Software that could turn a web browser into a hacker's tool has been posted online, after it was downloaded by a quick-thinking attendee at last month's Shmoocon hacker conference.

The software, called Jikto, was written by Billy Hoffman, lead researcher at Spi Dynamics. Hoffman demonstrated the code last week as part of a presentation on the dangers of JavaScript malware.

Hoffman had discovered a way to write a web vulnerability scanner in JavaScript, circumventing its security restrictions. Concerned that Jikto could be misused, Hoffman says he took extra steps to prevent the code from getting out.

However, in order for his demonstration to work, he had to post the Jikto code somewhere on the internet. "Very briefly you could see the original URL of where the Jikto code got fetched," Hoffman said.

That was enough for show attendee Mike Schroll to grab a copy.

"I was sitting pretty close to the front and had my laptop out already," said Schroll, an information security consultant with Security Management Partners. "The second I saw it i just started typing away."

Schroll posted the code to his website a day later, and submitted a link to it to He removed the software several hours later at Hoffman's request.

Schroll said he posted the code because he thought it would be useful to other security professionals looking for ways to show just how dangerous a scripting attack can be. "I was pretty interested in it because we do some engagements with clients where we do fake phishing sites," he said. "I wasn't trying to be nefarious or malicious."

The software was downloaded about 100 times, Schroll said.

Over the past weekend, it surfaced again, this time on the online discussion forum.

With Jikto now public, security researchers worry it could be misused by criminals to scan internal networks for sensitive information, or to build a malicious botnet code. "This particular tool is designed to take control of the web browser," said Jeremiah Grossman, chief technology officer with WhiteHat Security. "It will crawl other web sites and scan them, looking for vulnerabilities."

Hoffman was sanguine about the release of his tool, saying that criminals would probably have been able to develop something similar to his short, 800-line application.

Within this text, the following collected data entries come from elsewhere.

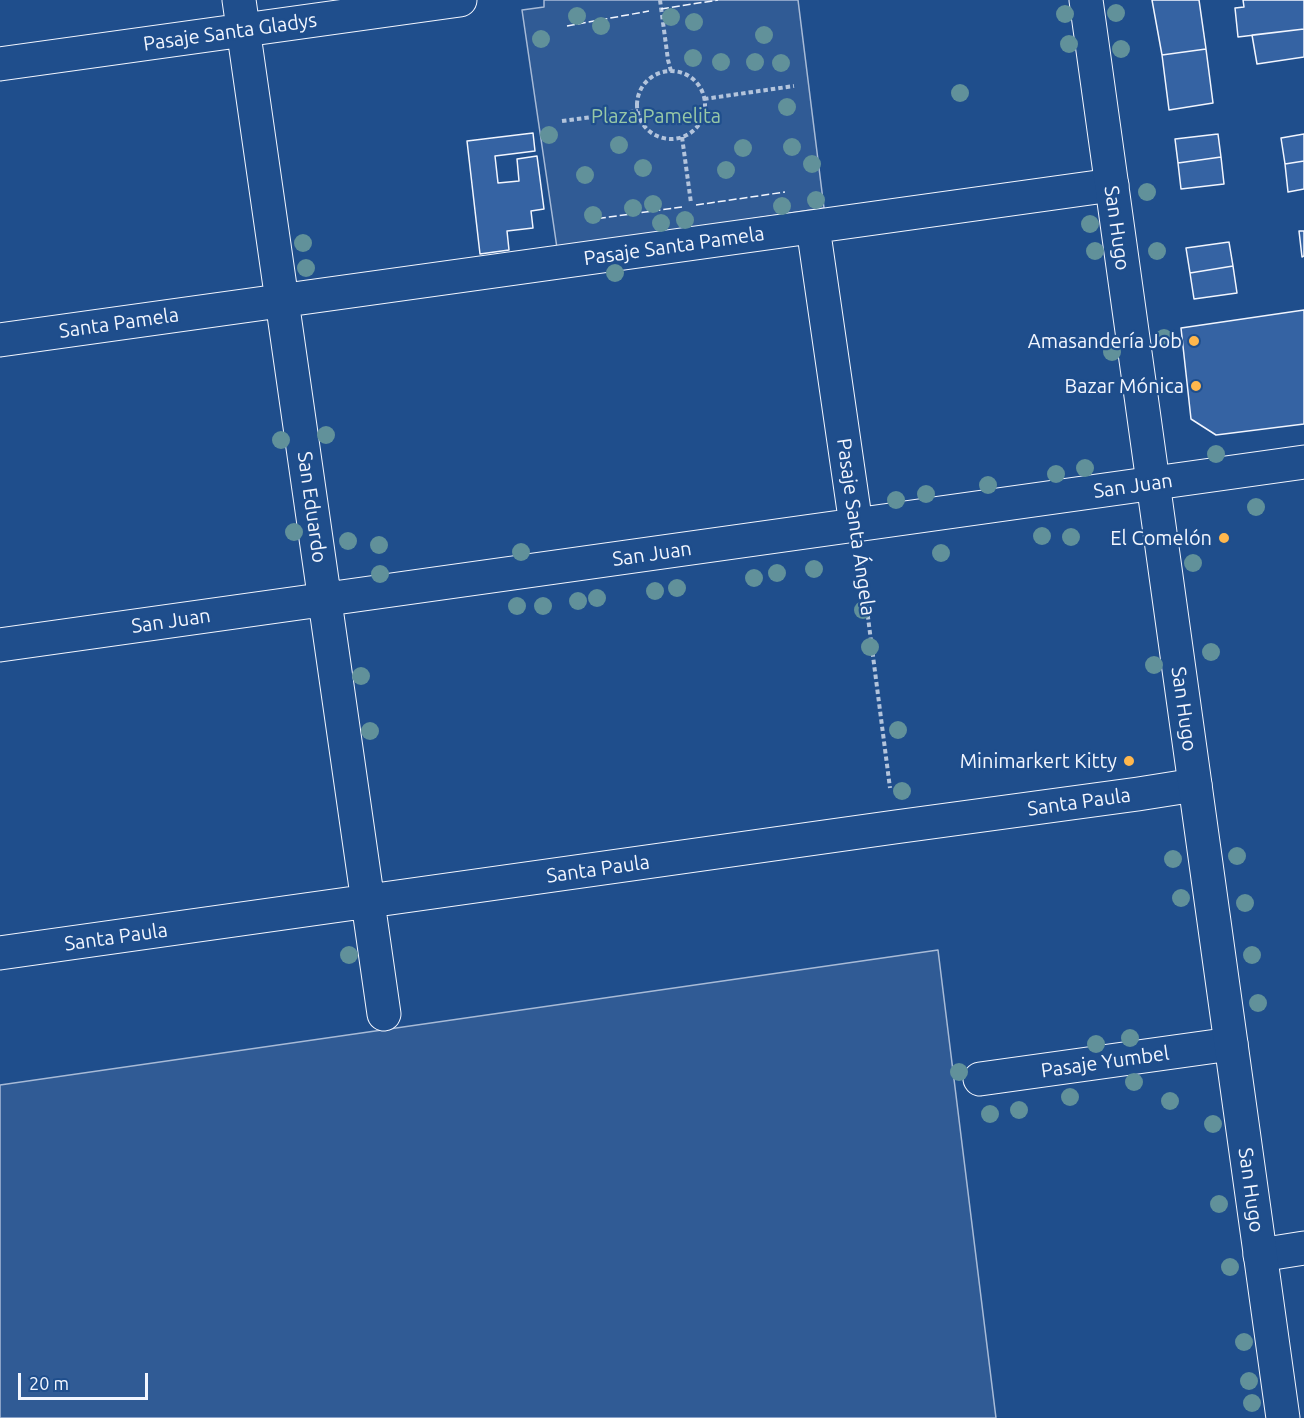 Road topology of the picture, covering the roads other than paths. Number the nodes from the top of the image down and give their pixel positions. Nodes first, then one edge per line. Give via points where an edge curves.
1 (460, 0) edge
2 (1086, 0) edge
3 (242, 15) edge
4 (0, 64) edge
5 (1112, 185) junction
6 (813, 227) junction
7 (282, 300) junction
8 (237, 307) joint
9 (0, 340) edge
10 (1304, 462) edge
11 (1152, 483) junction
12 (856, 525) junction
13 (325, 599) junction
14 (0, 645) edge
15 (1195, 785) junction
16 (368, 902) junction
17 (0, 953) edge
18 (384, 1014) dead end
19 (1231, 1044) junction
20 (980, 1079) dead end
21 (1304, 1248) edge
22 (1260, 1255) junction
23 (1283, 1418) edge

1 - 3 street, Pasaje Santa Gladys
2 - 5 street, San Hugo
3 - 4 street, Pasaje Santa Gladys
3 - 7 street, San Eduardo
5 - 6 street, Pasaje Santa Pamela
5 - 11 street, San Hugo
6 - 7 street, Pasaje Santa Pamela
6 - 12 street, Pasaje Santa Ángela
7 - 8 street, Pasaje Santa Pamela
7 - 13 street, San Eduardo
8 - 9 street, Santa Pamela
10 - 11 street, San Juan
11 - 12 street, San Juan
11 - 15 street, San Hugo
12 - 13 street, San Juan
13 - 14 street, San Juan
13 - 16 street, San Eduardo
15 - 16 street, Santa Paula
15 - 19 street, San Hugo
16 - 17 street, Santa Paula
16 - 18 street, San Eduardo
19 - 20 street, Pasaje Yumbel
19 - 22 street, San Hugo
21 - 22 street
22 - 23 street, San Hugo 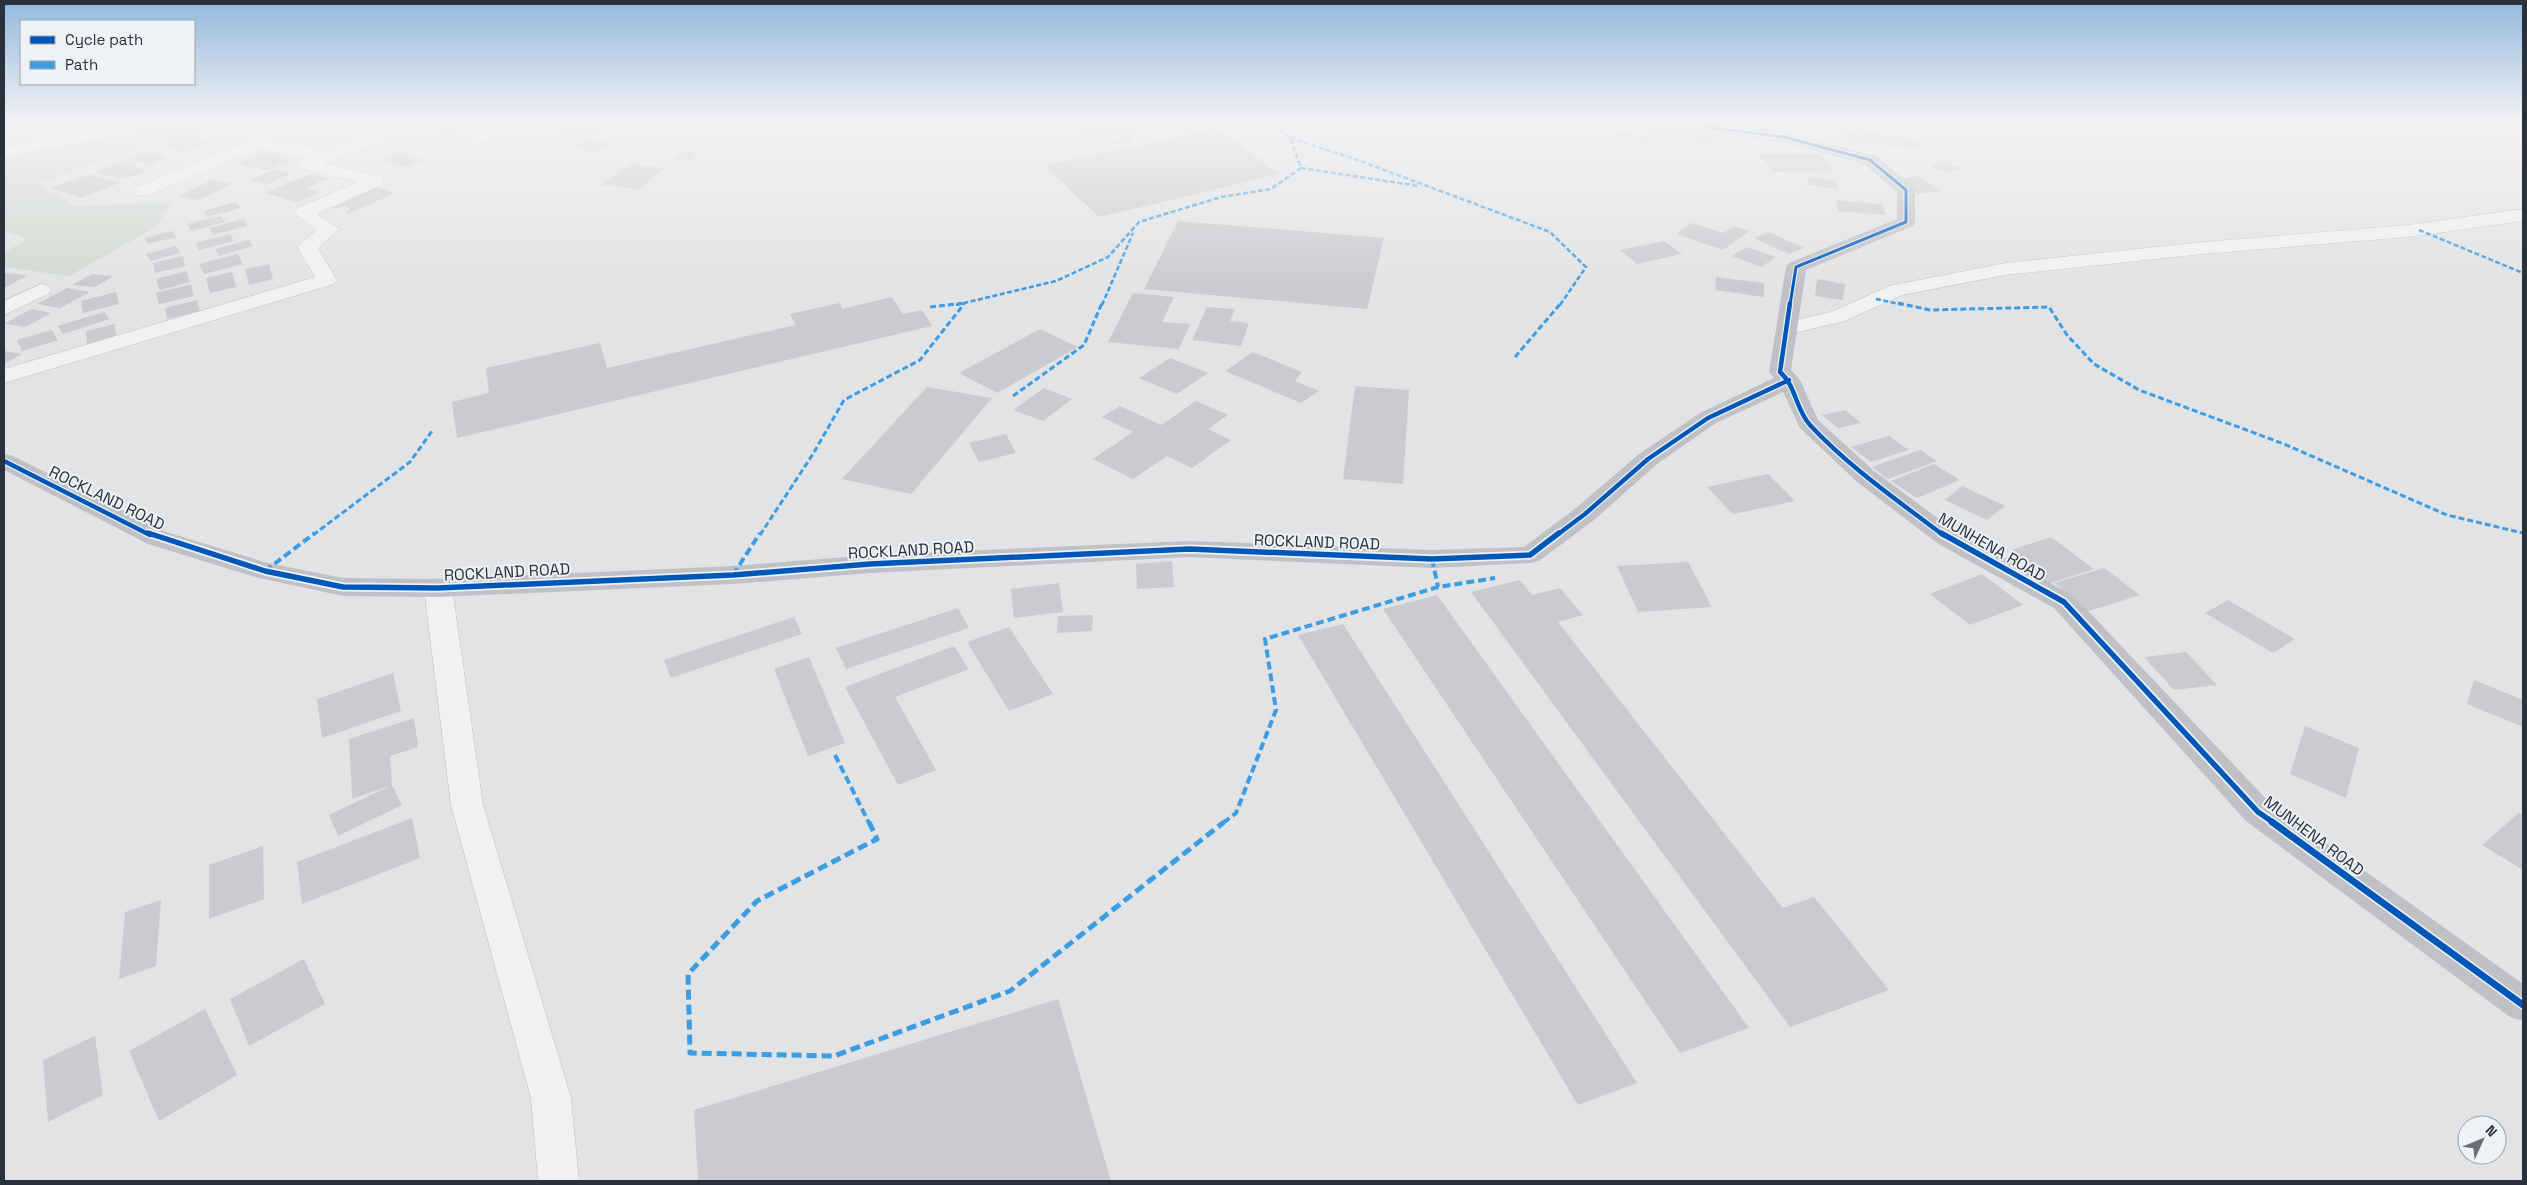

"It's kind of a tragedy that this ended up getting released," Hoffman said. "But in reality the bad guys probably knew this and even if they didn't have it they were probably a couple of months away."

He said he's not angry at Schroll for snagging and releasing the Jikto code. "He probably did what any curious individual would have done," he said. "I really can't fault someone for being curious because that's what my job is."